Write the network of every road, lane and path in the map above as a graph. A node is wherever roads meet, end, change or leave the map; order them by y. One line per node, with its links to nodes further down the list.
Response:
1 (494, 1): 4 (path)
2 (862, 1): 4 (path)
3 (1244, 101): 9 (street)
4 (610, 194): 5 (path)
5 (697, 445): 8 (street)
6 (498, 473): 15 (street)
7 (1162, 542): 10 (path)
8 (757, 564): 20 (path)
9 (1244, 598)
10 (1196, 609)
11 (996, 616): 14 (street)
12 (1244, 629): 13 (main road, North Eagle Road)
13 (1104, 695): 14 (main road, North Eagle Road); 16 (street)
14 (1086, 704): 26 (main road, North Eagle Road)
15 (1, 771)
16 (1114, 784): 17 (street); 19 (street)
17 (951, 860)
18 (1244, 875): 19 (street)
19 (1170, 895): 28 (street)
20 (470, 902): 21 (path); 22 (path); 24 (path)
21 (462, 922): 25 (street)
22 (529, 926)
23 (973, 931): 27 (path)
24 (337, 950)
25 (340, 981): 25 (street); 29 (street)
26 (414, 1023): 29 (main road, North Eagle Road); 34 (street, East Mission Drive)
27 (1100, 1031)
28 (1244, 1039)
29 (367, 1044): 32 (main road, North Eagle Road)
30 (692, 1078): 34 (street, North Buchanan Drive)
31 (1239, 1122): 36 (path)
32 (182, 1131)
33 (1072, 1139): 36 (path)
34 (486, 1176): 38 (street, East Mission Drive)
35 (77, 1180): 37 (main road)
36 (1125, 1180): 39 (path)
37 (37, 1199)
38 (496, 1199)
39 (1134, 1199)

[AIM OF THE TASK]
Each record needs to be copied out again, letter for letter.

[REPLY TO THE TASK]
Write the network of every road, lane and path in the map above as a graph. A node is wherever roads meet, end, change or leave the map; order them by y. One line per node, with its links to nodes further down the list.
Response:
1 (494, 1): 4 (path)
2 (862, 1): 4 (path)
3 (1244, 101): 9 (street)
4 (610, 194): 5 (path)
5 (697, 445): 8 (street)
6 (498, 473): 15 (street)
7 (1162, 542): 10 (path)
8 (757, 564): 20 (path)
9 (1244, 598)
10 (1196, 609)
11 (996, 616): 14 (street)
12 (1244, 629): 13 (main road, North Eagle Road)
13 (1104, 695): 14 (main road, North Eagle Road); 16 (street)
14 (1086, 704): 26 (main road, North Eagle Road)
15 (1, 771)
16 (1114, 784): 17 (street); 19 (street)
17 (951, 860)
18 (1244, 875): 19 (street)
19 (1170, 895): 28 (street)
20 (470, 902): 21 (path); 22 (path); 24 (path)
21 (462, 922): 25 (street)
22 (529, 926)
23 (973, 931): 27 (path)
24 (337, 950)
25 (340, 981): 25 (street); 29 (street)
26 (414, 1023): 29 (main road, North Eagle Road); 34 (street, East Mission Drive)
27 (1100, 1031)
28 (1244, 1039)
29 (367, 1044): 32 (main road, North Eagle Road)
30 (692, 1078): 34 (street, North Buchanan Drive)
31 (1239, 1122): 36 (path)
32 (182, 1131)
33 (1072, 1139): 36 (path)
34 (486, 1176): 38 (street, East Mission Drive)
35 (77, 1180): 37 (main road)
36 (1125, 1180): 39 (path)
37 (37, 1199)
38 (496, 1199)
39 (1134, 1199)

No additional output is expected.